Ma andiamo avanti con l'ultimo tassello di questa prima puntata: il traffico d'armi. Qui incrociamo uno degli elementi che stanno emergendo, ovvero l'IRAN. Da tempo ci vengono segnalati traffici d'armi lungo la rotta Italia-Iran. In particolare ci è stato segnalato una sorta di impianto realizzato anni fa dalla società ITALIMPIANTI che non sarebbe stato altro che copertura di rapporti ed attività finalizzate a tale traffico.

Non dimentichiamo, poi, che ITALIMPIANTI e le sue "eredi" tra cui, su tutte, FISIA ITALIMPIANTI e FIBE, del gruppo di IMPREGILO, sono tra i principali soggetti che si occupano di impianti per il trattamento di rifiuti - come anche la POUL WHURT ITALIA spa e la TECHINT spa - e che sono tra i principali indagati per la partita rifiuti di Napoli e Campania (gli arresti dei responsabili societari disposti dalla Procura di Napoli sono stati effettuati a Genova - leggi qui).

Anche sul filone Italia-Iran, alcuni particolari utili ci sono ed auspichiamo un qualche approfondimento da parte di chi ha competenza. Infatti nonostante l'embargo della comunità internazionale all'IRAN, Genova è un ponte di affari proprio per/con lo società figlie di quella ITALIMPIANTI che in tale paese a quanto riferitoci continuano ad avere importanti affari.

Un fatto è certo ed è una di quelle coincidenze che si incontrano quando si fanno ricerche ed inchieste e che, come sempre, indichiamo. Sempre a Genova, nel grattacelo del "Matitone" (dove ha i suoi uffici anche il Comune di Genova, la cui Sindaco ha come consorte Bruno Marchese uno dei massimi dirigenti di quella ITALIMPIANTI, e che dopo essersi occupato del suo "scorporamento" è divenuto anima di IGM ENGINEERING IMPIANTI che lavora con le società del gruppo IMPREGILO), in via di Francia 3, sono presenti diverse società legate all'IRAN.

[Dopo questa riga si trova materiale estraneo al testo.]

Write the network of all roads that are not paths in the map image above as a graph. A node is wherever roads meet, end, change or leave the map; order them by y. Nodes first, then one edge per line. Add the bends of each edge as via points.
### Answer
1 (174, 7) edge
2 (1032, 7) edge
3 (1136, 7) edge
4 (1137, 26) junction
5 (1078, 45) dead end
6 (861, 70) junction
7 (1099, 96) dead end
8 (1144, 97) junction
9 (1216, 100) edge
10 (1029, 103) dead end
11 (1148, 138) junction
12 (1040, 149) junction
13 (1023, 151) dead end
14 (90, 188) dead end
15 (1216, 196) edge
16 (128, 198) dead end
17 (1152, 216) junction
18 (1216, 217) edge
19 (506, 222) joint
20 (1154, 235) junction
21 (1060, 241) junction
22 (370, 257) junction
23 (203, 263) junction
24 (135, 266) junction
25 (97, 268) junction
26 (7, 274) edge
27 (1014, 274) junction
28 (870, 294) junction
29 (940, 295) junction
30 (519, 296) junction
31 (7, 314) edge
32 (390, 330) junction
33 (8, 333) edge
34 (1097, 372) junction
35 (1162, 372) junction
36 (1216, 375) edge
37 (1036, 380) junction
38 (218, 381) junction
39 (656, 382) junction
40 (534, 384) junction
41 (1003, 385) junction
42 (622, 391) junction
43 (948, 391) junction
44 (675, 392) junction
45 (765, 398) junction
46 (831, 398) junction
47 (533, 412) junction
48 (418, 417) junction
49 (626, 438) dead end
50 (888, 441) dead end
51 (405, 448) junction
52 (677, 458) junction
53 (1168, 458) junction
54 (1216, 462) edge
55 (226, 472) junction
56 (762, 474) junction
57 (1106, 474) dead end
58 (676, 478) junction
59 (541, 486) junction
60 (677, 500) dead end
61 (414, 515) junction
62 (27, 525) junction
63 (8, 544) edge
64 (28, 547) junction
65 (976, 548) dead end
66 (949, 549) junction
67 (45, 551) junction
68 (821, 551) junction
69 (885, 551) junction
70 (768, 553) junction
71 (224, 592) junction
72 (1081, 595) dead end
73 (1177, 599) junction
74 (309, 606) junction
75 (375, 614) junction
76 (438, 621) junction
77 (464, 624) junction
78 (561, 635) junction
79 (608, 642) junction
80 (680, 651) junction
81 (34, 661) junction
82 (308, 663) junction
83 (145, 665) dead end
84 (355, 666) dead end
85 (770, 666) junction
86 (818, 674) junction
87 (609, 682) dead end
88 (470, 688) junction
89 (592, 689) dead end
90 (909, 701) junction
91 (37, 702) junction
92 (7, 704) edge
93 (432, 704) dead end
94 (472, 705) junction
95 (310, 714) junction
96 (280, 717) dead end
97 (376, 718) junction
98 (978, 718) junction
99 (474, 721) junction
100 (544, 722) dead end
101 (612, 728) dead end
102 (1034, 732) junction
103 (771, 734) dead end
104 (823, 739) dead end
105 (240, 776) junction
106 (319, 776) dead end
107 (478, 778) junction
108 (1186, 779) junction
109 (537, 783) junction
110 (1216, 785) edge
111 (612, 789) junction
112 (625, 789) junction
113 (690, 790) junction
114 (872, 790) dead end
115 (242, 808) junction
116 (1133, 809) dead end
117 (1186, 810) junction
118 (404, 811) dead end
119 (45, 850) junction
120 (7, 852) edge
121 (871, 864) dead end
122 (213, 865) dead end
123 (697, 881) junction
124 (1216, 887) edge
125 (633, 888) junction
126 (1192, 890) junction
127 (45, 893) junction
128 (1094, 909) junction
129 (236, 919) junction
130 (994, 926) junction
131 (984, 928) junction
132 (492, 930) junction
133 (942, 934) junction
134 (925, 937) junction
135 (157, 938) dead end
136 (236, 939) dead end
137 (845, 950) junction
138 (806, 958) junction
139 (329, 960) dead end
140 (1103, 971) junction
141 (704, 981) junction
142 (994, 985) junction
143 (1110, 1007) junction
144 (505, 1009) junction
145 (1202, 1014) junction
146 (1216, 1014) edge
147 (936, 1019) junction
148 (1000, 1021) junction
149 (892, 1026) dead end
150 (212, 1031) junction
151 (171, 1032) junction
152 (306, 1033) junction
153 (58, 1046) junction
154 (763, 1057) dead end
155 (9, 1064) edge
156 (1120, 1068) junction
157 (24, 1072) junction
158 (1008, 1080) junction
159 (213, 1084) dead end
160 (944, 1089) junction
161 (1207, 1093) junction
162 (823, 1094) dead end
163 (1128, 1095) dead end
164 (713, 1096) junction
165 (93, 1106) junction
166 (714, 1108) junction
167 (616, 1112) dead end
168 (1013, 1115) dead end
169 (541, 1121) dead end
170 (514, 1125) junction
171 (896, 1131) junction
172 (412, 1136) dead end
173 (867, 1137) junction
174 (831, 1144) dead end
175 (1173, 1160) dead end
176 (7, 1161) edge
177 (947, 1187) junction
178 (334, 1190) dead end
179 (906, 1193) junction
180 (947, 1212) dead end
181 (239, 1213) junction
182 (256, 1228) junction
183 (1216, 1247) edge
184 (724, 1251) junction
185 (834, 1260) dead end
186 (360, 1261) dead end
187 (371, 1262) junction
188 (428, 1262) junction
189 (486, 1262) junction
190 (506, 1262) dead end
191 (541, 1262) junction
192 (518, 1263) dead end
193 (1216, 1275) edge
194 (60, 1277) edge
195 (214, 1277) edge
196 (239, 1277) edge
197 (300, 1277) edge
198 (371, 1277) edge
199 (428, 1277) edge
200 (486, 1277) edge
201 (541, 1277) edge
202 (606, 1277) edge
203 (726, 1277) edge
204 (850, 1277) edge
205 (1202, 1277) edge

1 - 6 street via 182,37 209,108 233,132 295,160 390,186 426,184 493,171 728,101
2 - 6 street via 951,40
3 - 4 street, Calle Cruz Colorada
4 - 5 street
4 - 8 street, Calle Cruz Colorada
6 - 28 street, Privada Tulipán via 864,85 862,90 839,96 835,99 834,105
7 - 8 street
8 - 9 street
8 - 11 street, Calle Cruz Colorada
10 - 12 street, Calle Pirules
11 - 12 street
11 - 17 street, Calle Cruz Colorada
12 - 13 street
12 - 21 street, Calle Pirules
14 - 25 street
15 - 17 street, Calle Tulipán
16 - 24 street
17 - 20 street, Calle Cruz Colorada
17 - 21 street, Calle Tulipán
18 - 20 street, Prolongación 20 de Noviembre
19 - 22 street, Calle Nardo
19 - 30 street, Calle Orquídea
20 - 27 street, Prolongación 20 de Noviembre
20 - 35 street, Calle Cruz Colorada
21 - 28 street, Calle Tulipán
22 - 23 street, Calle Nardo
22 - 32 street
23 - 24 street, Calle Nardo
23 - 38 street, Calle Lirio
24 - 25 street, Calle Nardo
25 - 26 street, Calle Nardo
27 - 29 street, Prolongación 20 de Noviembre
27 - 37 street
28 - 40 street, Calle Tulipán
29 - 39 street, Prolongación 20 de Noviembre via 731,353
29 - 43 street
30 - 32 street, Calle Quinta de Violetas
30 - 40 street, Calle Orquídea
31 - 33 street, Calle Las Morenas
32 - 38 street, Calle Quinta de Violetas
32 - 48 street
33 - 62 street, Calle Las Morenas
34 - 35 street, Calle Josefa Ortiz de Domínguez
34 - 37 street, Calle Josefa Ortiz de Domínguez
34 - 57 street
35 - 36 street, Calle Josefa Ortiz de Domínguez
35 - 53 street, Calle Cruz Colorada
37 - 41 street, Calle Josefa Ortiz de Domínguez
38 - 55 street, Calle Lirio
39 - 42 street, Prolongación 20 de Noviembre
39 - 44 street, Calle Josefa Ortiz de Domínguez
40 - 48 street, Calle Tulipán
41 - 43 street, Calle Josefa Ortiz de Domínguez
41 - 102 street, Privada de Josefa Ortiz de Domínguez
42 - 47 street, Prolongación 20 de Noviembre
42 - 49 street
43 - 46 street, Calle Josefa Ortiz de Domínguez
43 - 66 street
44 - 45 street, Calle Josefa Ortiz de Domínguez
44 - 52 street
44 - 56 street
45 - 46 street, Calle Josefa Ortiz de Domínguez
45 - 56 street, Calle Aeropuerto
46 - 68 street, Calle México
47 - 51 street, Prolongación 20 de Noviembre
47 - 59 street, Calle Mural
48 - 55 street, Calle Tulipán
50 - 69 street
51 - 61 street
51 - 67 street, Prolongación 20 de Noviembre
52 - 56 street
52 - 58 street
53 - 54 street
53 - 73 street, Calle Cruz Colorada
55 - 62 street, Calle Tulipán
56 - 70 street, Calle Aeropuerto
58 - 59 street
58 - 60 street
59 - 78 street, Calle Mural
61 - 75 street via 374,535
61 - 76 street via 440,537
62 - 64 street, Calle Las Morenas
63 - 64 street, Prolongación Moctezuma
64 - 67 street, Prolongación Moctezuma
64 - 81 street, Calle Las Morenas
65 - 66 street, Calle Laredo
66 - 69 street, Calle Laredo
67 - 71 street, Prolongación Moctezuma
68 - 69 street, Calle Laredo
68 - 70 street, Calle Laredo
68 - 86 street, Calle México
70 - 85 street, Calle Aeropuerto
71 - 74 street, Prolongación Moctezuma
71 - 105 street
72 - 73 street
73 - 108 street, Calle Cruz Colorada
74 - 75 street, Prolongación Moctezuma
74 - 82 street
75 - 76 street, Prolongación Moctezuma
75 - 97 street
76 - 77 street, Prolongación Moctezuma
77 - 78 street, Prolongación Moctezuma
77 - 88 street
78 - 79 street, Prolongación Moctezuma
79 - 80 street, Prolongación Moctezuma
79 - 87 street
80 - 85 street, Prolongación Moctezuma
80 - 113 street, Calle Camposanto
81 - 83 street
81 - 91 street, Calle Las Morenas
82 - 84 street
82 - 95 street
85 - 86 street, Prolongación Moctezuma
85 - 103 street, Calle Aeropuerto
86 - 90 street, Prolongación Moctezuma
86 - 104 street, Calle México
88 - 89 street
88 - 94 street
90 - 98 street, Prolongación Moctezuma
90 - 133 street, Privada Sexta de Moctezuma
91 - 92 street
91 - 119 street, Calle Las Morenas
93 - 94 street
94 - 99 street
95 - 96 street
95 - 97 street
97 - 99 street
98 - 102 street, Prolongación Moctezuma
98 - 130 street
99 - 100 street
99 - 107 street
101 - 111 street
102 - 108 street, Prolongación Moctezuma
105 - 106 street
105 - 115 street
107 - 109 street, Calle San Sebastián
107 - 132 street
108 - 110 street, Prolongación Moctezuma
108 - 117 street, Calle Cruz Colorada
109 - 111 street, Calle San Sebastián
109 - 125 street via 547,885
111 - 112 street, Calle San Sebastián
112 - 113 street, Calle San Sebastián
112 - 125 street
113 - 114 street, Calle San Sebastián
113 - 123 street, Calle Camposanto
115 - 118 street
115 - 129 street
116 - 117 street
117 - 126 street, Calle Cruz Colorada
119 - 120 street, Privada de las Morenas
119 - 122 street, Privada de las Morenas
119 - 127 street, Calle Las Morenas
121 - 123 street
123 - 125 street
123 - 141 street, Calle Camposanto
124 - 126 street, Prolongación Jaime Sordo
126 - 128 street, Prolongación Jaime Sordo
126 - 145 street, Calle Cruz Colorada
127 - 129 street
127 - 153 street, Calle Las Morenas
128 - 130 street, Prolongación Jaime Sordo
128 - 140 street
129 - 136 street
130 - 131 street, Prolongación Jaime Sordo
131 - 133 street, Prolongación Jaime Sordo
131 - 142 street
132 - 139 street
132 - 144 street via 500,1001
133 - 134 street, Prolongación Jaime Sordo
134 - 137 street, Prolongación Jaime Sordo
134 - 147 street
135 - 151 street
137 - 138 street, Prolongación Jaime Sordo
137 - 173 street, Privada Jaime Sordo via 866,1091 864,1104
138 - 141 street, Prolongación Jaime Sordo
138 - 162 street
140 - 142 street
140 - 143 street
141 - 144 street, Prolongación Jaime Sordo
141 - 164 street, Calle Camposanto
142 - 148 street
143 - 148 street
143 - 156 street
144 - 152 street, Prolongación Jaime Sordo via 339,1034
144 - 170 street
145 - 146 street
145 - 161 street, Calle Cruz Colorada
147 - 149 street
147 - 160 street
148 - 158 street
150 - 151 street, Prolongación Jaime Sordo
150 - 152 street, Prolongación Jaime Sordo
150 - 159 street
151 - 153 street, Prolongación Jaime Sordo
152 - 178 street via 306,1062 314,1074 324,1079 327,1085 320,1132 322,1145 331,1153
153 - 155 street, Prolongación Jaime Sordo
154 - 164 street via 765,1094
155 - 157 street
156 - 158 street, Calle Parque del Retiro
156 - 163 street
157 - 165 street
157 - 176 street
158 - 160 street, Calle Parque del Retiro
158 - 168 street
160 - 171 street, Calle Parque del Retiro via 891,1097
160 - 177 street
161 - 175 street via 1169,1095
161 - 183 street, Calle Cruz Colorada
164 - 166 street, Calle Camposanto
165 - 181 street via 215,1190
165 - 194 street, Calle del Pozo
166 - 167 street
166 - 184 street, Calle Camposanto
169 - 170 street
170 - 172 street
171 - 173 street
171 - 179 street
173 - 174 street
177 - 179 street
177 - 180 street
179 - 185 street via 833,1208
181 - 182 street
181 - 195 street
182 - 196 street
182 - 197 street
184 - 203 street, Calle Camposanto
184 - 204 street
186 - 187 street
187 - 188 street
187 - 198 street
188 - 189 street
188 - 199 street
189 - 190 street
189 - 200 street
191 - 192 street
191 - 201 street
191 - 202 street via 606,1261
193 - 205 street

Le prime due, la IKA (con sede di rappresentanza in Italia a Genova in via di Francia 3 e sede centrale a TEHERAN) e la IRAN INTERNATIONAL ENGINEERING COMPANY - IRITEC (di nuovo con sede di rappresentanza in Italia a Genova in via di Francia 3 e sede centrale a TEHERAN), sono società costituite in base a leggi di altro Stato, ed entrambe hanno ragioni sociali affini relative ad impianti industriali e siderurgici.
La terza è la IRASCO srl, questa costituita in Italia, con sede sempre a Genova in via di Francia 3, la stessa è di proprietà per 3.060.000,00 euro della ASCOT AHWAZ STEEL COMMERCIAL & TECHNICAL SERV. (di Dusseldorf - Germania) e per 2.940.000,00 euro della IRAN INTERNATIONAL ENGINEERING COMPANI - IRITEC (di Teheran - Iran). Anche quest'ultima ha un oggetto sociale affine alle precedenti anche se ben più ampio. Da segnalare che la IRASCO srl vede come presidente del Collegio Sindacale il dott. Catalfamo Giacomo, ovvero un nome ricorrente nelle società della famiglia MAMONE - dalla DIA indicata dal 2002 come famiglia della 'ndrangheta-, come la SVILUPPO FE.AL e la ECO-GE srl al centro di molteplici inchieste della Procura di Genova, tra cui l'Operazione PANDORA, e che ha avuto pesanti e ripetute contestazioni per reati ambientali ed in particolare per illeciti smaltimenti di rifiuti speciali, tra cui interramenti e discariche abusive di amianto ed altre sostanze e materiali.

Per questa prima puntata ci fermiamo qui.